== Segment start ==

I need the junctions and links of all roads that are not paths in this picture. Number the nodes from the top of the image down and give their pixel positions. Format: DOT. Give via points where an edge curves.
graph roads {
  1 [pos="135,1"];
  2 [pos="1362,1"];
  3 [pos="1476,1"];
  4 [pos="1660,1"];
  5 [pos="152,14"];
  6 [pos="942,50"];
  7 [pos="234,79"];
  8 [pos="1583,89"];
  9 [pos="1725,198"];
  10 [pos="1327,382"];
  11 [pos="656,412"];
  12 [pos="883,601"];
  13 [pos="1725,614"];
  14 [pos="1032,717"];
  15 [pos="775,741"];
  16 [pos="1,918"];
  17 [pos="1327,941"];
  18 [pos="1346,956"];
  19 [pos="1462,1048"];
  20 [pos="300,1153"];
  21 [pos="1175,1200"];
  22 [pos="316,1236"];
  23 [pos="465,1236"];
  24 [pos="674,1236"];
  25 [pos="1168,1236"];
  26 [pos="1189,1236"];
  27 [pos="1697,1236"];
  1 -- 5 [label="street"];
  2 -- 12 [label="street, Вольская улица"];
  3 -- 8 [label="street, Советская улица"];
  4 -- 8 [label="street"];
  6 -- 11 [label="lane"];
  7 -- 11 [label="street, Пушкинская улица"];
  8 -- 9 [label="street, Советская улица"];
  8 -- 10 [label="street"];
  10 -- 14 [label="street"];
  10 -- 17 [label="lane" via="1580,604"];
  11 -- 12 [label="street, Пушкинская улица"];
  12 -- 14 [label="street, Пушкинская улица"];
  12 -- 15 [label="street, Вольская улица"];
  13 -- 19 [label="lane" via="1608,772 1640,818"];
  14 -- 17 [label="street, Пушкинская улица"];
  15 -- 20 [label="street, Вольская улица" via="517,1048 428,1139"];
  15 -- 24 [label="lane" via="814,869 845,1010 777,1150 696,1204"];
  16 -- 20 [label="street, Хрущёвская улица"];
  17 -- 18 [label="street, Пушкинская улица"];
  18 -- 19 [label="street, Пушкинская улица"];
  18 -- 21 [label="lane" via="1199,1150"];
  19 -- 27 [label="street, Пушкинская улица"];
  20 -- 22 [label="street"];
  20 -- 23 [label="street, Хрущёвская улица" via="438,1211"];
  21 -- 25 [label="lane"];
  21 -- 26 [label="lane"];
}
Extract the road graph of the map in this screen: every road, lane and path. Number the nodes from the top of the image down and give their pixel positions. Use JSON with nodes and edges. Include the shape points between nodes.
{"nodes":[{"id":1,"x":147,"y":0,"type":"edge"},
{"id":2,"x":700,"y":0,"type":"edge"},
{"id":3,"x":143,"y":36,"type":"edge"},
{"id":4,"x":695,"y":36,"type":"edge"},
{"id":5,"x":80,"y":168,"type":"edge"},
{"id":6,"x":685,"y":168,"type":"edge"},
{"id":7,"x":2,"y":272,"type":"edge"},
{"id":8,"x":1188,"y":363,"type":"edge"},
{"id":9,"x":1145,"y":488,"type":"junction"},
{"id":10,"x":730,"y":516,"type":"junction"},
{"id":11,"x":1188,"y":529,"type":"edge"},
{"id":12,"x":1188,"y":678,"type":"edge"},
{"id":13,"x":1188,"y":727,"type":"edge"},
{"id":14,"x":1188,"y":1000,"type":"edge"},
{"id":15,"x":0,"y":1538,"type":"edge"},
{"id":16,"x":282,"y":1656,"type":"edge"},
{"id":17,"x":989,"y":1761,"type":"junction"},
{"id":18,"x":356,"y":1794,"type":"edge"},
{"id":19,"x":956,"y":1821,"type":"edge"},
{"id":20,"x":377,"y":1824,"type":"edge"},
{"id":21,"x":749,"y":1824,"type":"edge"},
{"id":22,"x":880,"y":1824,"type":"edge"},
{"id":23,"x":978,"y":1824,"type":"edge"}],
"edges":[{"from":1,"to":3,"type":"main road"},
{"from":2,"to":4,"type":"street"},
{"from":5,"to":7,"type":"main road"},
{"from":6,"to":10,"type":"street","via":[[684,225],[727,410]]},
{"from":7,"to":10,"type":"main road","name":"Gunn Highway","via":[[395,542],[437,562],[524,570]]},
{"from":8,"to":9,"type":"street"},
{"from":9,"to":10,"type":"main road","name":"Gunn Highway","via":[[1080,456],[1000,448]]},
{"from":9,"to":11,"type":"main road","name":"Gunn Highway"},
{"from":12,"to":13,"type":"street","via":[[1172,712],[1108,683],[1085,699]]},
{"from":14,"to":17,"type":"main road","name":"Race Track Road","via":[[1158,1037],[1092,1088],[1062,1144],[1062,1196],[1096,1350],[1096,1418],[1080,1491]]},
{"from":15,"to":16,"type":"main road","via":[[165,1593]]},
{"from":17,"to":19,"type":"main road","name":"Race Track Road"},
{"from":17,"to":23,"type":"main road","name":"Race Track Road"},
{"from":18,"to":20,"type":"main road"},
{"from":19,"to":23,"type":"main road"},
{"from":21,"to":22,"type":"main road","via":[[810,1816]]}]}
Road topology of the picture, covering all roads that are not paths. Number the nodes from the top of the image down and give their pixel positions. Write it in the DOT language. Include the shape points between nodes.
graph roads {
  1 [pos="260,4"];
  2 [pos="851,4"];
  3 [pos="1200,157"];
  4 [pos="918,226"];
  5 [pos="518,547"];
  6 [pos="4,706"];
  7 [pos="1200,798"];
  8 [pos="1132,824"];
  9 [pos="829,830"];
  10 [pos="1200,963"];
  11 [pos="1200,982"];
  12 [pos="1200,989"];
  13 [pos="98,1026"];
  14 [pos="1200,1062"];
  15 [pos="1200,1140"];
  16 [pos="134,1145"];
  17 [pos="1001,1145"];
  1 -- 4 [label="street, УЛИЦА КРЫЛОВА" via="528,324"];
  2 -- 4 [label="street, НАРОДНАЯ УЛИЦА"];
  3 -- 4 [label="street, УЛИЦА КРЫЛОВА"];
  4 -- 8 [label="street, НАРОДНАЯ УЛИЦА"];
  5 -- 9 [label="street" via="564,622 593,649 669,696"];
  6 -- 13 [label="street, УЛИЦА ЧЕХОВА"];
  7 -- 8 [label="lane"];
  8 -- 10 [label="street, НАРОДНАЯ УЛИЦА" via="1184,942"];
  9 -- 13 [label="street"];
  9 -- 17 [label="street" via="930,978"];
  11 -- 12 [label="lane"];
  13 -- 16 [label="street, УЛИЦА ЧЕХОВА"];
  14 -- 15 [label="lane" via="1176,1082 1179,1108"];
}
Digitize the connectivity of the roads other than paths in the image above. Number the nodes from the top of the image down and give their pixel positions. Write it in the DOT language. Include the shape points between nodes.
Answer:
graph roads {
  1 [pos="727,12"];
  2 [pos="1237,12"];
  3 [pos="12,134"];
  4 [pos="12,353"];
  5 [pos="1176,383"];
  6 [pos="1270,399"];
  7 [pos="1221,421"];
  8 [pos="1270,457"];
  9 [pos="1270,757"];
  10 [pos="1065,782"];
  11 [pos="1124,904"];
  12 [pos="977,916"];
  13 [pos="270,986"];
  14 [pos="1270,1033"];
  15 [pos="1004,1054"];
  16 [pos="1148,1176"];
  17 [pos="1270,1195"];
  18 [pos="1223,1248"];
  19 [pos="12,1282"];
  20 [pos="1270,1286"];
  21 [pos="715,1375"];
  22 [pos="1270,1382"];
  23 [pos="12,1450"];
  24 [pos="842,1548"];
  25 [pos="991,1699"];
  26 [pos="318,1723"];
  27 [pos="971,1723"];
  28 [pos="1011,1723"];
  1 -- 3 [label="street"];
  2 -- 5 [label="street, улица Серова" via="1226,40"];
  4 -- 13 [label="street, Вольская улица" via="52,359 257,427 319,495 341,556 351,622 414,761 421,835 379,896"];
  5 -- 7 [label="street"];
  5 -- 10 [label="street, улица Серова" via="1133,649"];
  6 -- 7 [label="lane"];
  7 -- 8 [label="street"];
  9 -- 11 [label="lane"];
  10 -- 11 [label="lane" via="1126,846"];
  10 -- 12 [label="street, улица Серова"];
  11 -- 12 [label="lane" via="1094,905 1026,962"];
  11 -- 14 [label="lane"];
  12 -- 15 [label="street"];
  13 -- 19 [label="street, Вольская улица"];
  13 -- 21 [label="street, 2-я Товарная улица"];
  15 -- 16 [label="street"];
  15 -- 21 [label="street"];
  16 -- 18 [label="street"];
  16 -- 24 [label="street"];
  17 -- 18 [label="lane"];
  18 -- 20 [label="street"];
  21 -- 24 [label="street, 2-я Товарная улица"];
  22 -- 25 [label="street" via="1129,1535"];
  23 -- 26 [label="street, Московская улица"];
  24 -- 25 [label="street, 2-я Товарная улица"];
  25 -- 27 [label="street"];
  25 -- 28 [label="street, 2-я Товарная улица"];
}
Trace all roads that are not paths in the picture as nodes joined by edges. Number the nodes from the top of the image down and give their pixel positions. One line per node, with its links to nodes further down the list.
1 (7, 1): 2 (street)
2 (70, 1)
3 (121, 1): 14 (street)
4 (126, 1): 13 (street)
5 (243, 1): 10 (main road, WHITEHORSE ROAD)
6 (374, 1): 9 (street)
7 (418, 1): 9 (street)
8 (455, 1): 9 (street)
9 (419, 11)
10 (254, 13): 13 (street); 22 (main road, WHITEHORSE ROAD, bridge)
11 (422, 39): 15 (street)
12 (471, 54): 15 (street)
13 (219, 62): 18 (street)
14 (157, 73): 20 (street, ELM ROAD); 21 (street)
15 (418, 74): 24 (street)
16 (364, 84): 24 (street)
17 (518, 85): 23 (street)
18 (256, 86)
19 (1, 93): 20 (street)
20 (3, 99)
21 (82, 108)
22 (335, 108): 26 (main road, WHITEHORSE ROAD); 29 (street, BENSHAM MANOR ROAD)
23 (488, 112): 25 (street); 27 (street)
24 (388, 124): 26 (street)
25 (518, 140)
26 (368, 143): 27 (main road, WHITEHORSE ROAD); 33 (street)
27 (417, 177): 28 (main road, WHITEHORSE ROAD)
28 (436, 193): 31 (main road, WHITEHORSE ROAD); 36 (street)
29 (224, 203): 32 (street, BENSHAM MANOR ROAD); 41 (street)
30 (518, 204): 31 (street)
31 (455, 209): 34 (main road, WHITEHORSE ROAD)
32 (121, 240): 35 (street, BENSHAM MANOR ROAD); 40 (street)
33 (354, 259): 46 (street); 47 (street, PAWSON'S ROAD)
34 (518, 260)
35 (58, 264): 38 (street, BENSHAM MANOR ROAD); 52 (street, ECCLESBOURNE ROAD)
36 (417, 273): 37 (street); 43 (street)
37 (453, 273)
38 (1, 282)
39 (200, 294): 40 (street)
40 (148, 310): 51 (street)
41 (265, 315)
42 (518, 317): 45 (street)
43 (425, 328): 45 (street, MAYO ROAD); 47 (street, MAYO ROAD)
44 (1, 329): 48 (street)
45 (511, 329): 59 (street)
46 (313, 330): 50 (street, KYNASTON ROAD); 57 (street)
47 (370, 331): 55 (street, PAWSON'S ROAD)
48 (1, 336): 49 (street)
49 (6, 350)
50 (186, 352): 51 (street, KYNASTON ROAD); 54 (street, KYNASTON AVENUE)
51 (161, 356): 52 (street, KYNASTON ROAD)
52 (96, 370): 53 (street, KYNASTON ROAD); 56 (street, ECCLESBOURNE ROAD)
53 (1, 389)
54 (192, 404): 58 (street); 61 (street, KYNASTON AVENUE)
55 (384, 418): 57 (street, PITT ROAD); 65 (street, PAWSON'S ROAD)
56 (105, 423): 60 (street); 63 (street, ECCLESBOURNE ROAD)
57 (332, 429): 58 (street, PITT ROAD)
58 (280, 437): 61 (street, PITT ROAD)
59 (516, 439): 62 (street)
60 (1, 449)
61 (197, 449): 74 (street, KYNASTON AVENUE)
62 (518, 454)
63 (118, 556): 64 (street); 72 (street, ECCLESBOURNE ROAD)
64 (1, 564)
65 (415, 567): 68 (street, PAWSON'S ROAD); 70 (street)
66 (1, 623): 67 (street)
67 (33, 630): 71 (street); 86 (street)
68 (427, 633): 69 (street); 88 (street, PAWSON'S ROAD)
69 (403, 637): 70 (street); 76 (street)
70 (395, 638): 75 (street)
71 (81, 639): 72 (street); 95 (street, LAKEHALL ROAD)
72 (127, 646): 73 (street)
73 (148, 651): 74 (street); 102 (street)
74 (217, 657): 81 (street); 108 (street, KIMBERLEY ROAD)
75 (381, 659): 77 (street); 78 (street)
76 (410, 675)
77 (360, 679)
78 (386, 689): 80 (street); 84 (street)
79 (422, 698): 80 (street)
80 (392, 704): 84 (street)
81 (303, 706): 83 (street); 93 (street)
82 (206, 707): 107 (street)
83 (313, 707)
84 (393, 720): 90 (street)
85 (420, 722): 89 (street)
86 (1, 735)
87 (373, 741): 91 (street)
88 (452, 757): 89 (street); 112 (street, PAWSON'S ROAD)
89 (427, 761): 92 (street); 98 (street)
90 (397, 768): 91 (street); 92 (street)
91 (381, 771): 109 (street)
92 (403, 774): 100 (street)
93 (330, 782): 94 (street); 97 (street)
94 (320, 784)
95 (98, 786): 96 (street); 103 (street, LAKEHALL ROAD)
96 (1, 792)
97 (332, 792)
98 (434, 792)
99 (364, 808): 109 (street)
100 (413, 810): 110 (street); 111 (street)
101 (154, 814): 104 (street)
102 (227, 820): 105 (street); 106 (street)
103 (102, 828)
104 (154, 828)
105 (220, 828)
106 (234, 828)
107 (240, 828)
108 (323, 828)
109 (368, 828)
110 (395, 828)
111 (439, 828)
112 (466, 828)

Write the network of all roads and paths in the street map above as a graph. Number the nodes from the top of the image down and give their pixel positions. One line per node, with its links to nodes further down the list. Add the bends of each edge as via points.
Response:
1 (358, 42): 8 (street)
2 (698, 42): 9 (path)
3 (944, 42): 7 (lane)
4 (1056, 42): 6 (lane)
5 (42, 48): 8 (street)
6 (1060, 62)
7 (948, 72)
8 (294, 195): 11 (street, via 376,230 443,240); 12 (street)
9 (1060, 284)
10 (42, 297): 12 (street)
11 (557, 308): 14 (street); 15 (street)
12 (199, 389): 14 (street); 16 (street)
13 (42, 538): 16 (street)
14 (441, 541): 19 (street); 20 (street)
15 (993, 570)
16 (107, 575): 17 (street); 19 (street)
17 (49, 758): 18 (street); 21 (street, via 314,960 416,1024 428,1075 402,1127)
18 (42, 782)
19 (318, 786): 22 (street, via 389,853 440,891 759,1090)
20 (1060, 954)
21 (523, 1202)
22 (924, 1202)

== Segment end ==

WHAT YOU SHOULD DO:
Count the lines above holding "КРЫЛОВА". Give only the number.

RESPONSE TO THE TASK:
2